-- EXTRACTED INFORMATION follows --

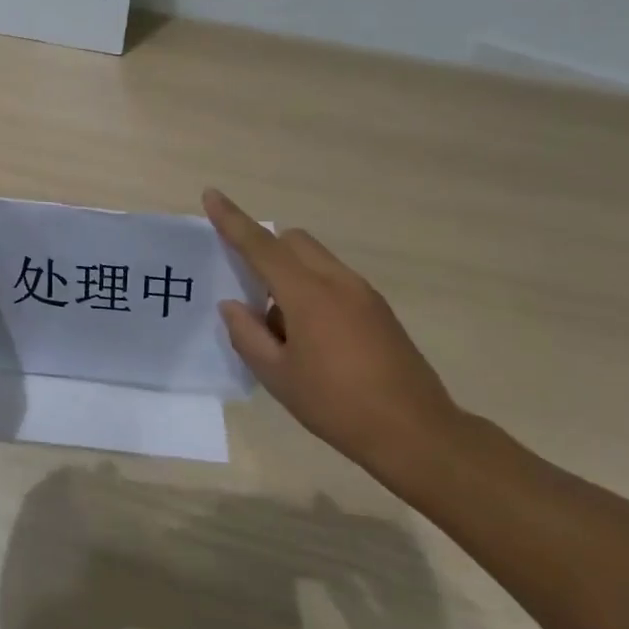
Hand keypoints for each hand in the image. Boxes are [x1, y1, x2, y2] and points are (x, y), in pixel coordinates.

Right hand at [203, 188, 461, 483]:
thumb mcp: (278, 377)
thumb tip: (233, 306)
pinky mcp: (379, 309)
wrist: (415, 433)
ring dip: (290, 273)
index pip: (261, 245)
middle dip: (265, 248)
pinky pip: (335, 280)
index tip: (212, 195)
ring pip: (316, 259)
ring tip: (282, 328)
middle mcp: (337, 281)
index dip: (233, 220)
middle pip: (293, 241)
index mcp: (308, 294)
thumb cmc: (337, 405)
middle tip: (250, 290)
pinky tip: (312, 338)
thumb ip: (248, 335)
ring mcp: (364, 293)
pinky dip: (312, 289)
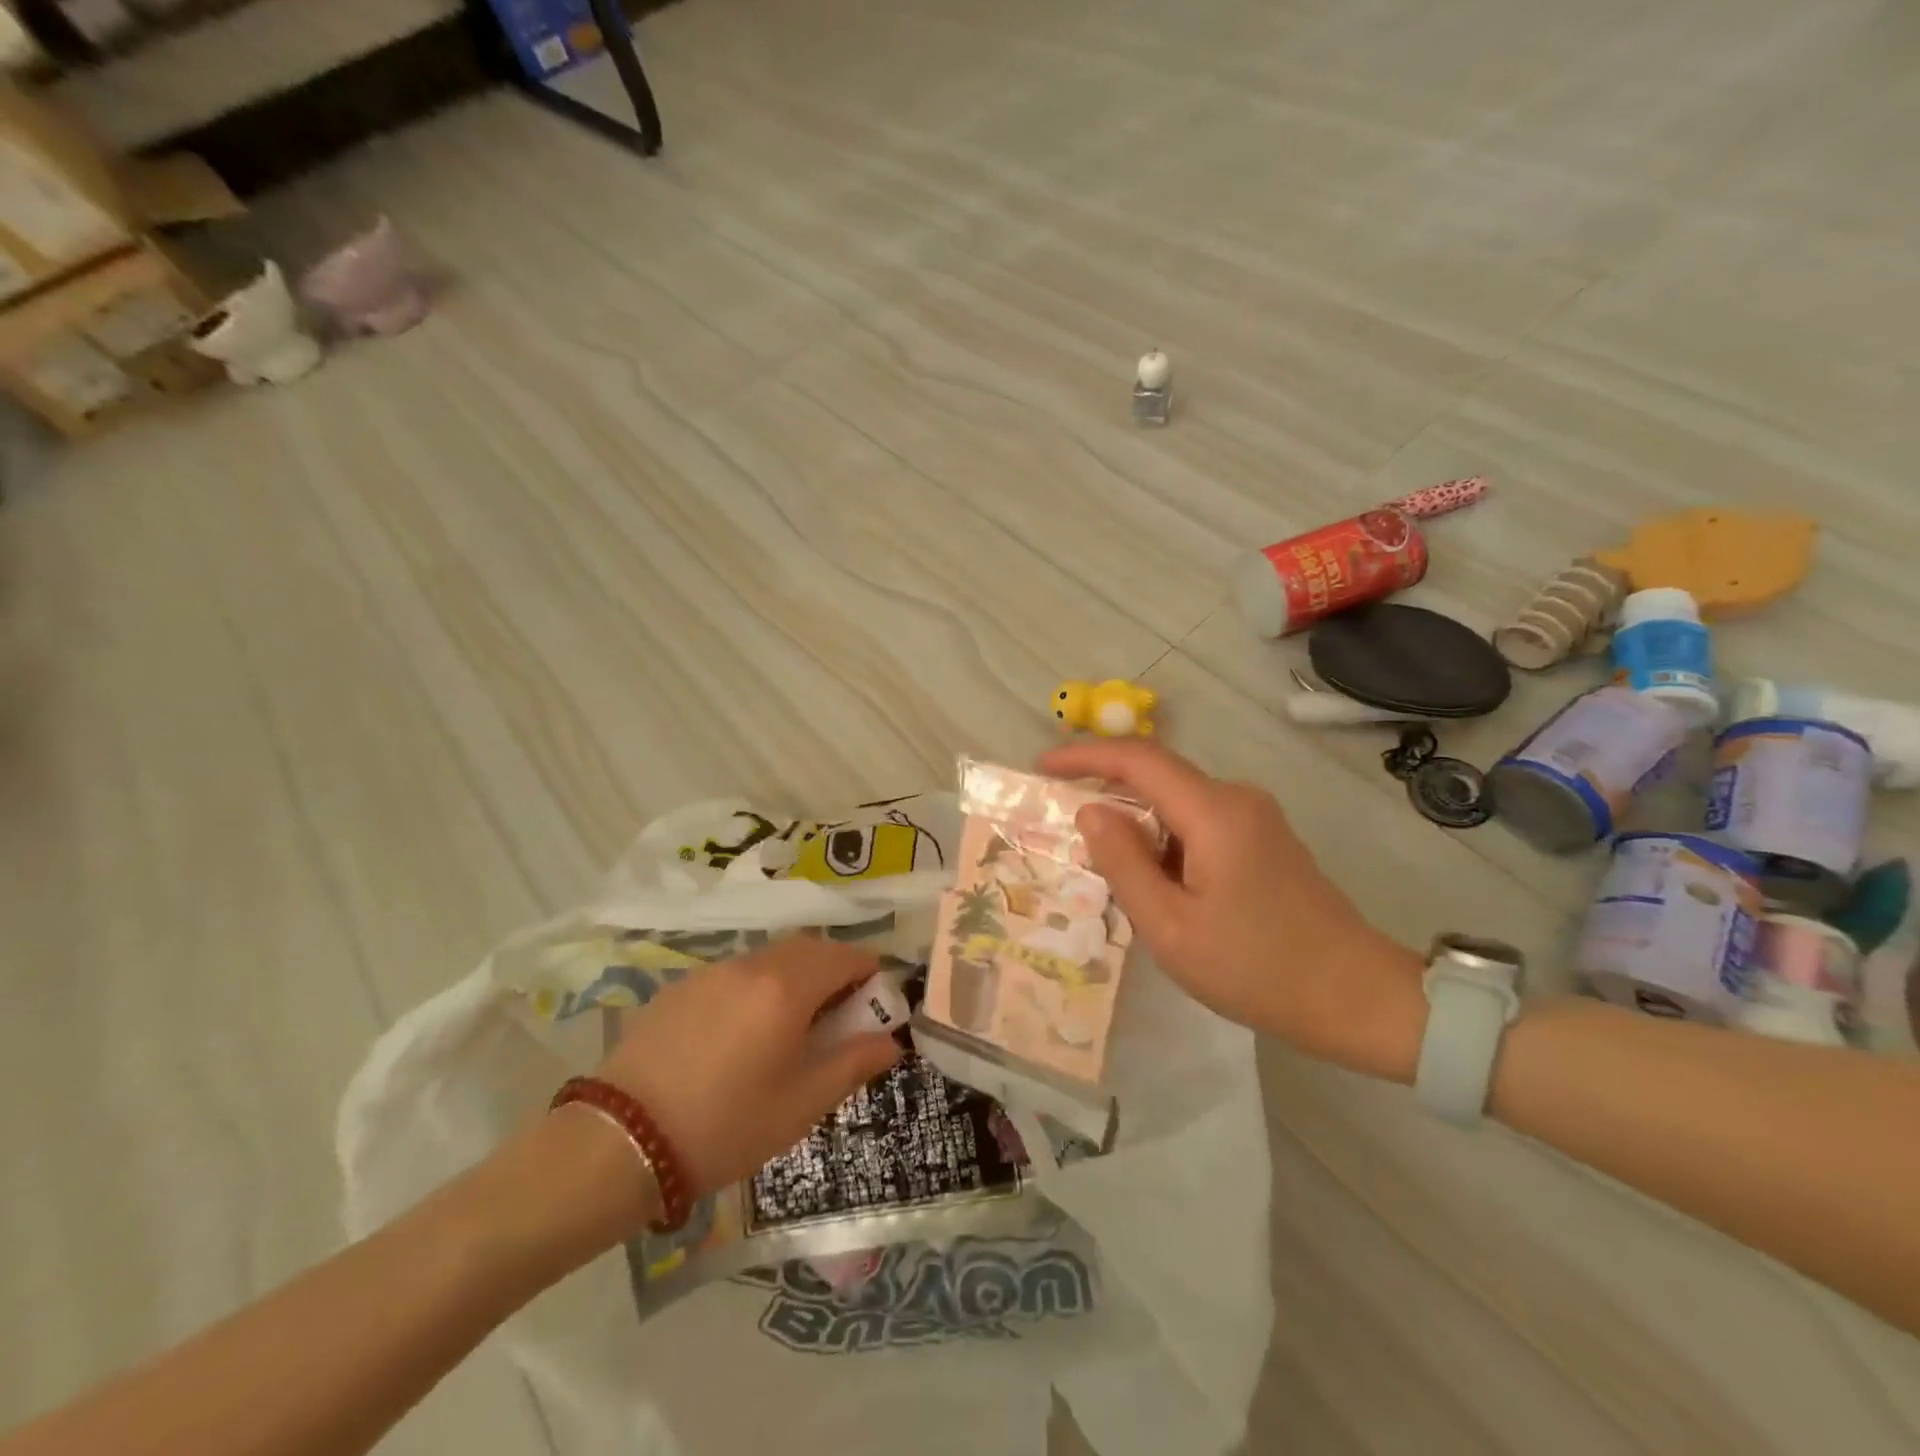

-- EXTRACTED INFORMATION concluded --

**YOUR OBJECTIVE**: Retype, word for word, the lines from the one with "thumb mcp: (278, 377)" through the last line of the entries above, and only those lines. Leave pictures out.

**SOLUTION**:
thumb mcp: (278, 377)
thumb tip: (233, 306)
pinky mcp: (379, 309)
wrist: (415, 433)
ring dip: (290, 273)
index pip: (261, 245)
middle dip: (265, 248)
pinky pip: (335, 280)
index tip: (212, 195)
ring pip: (316, 259)
ring tip: (282, 328)
middle mcp: (337, 281)
index dip: (233, 220)
middle pip: (293, 241)
index mcp: (308, 294)
thumb cmc: (337, 405)
middle tip: (250, 290)
pinky tip: (312, 338)
thumb ip: (248, 335)
ring mcp: (364, 293)
pinky dip: (312, 289)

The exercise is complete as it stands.